§ Task goal
State how many lines of the records include the word "graph"; the reply is that number alone.

[Collected data entries]
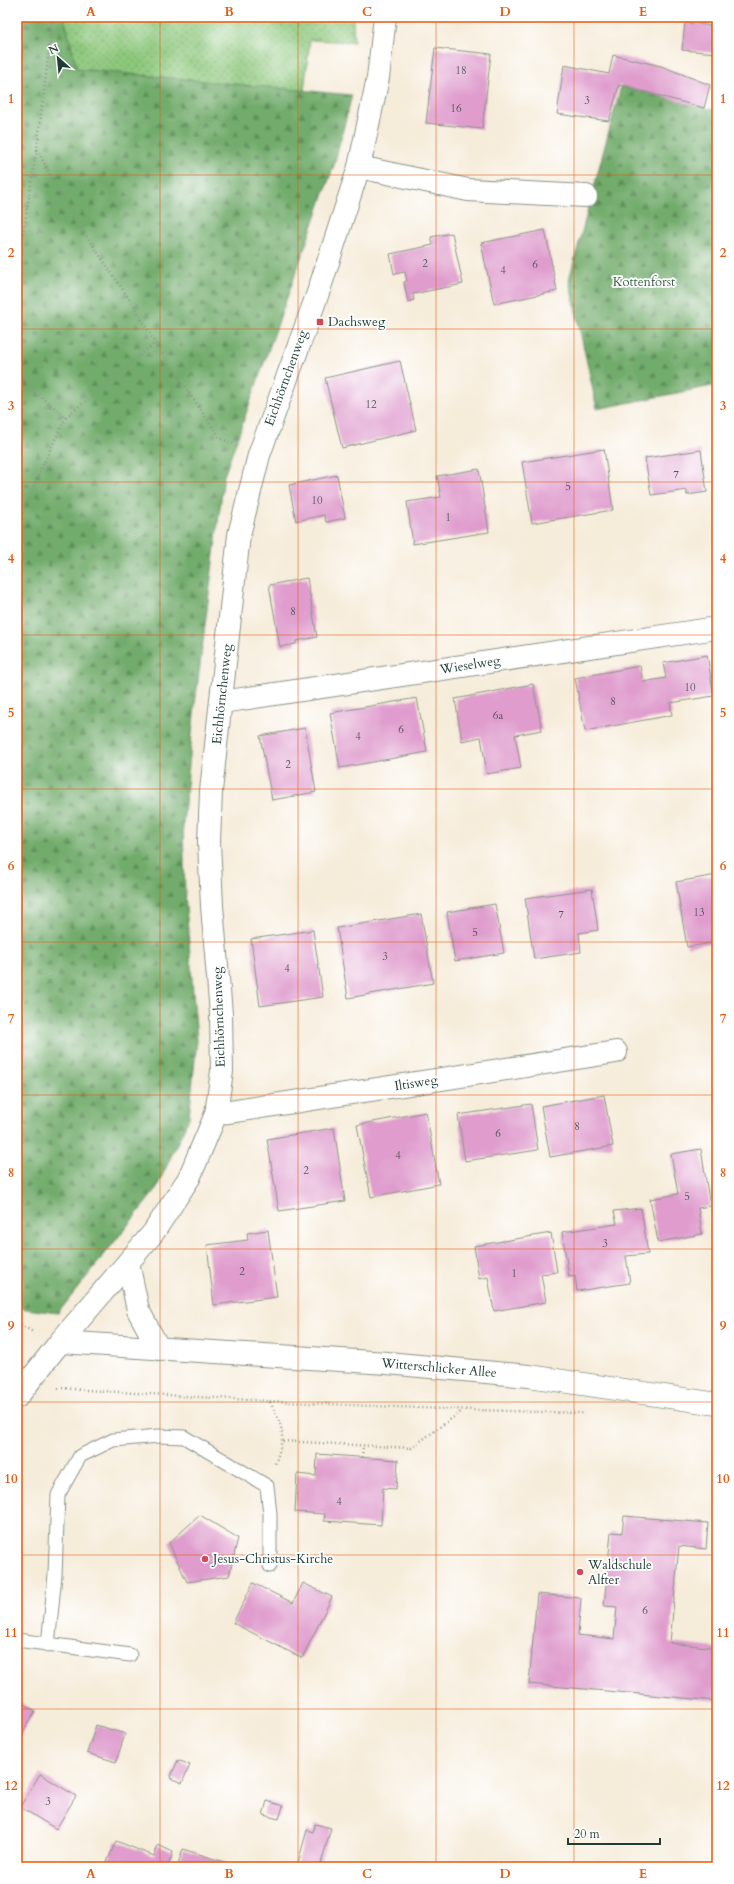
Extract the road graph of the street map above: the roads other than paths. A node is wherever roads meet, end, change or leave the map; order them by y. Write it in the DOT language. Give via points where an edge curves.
graph roads {
  1 [pos="385,17"];
  2 [pos="360,167"];
  3 [pos="586,196"];
  4 [pos="717,628"];
  5 [pos="222,702"];
  6 [pos="616,1052"];
  7 [pos="216,1114"];
  8 [pos="128,1263"];
  9 [pos="60,1342"];
  10 [pos="159,1349"];
  11 [pos="21,1392"];
  12 [pos="717,1404"];
  13 [pos="270,1566"];
  14 [pos="17,1640"];
  15 [pos="48,1645"];
  16 [pos="130,1655"];
  1 -- 2 [label="street, Eichhörnchenweg" via="378,78"];
  2 -- 3 [label="street" via="468,190"];
  2 -- 5 [label="street, Eichhörnchenweg" via="319,290 259,455 239,535"];
  4 -- 5 [label="street, Wieselweg"];
  5 -- 7 [label="street, Eichhörnchenweg" via="211,791 209,842 221,1014 222,1071"];
  6 -- 7 [label="street, Iltisweg"];
  7 -- 8 [label="street, Eichhörnchenweg" via="189,1178 153,1233"];
  8 -- 9 [label="street, Eichhörnchenweg"];
  8 -- 10 [label="street" via="138,1310"];
  9 -- 10 [label="street, Witterschlicker Allee"];
  9 -- 11 [label="street, Eichhörnchenweg"];
  10 -- 12 [label="street, Witterschlicker Allee" via="387,1363 521,1375"];
  13 -- 15 [label="lane" via="267,1486 184,1437 159,1436 114,1440 80,1456 58,1495 55,1575"];
  14 -- 15 [label="lane"];
  15 -- 16 [label="lane"];
}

§ Result for this exercise
2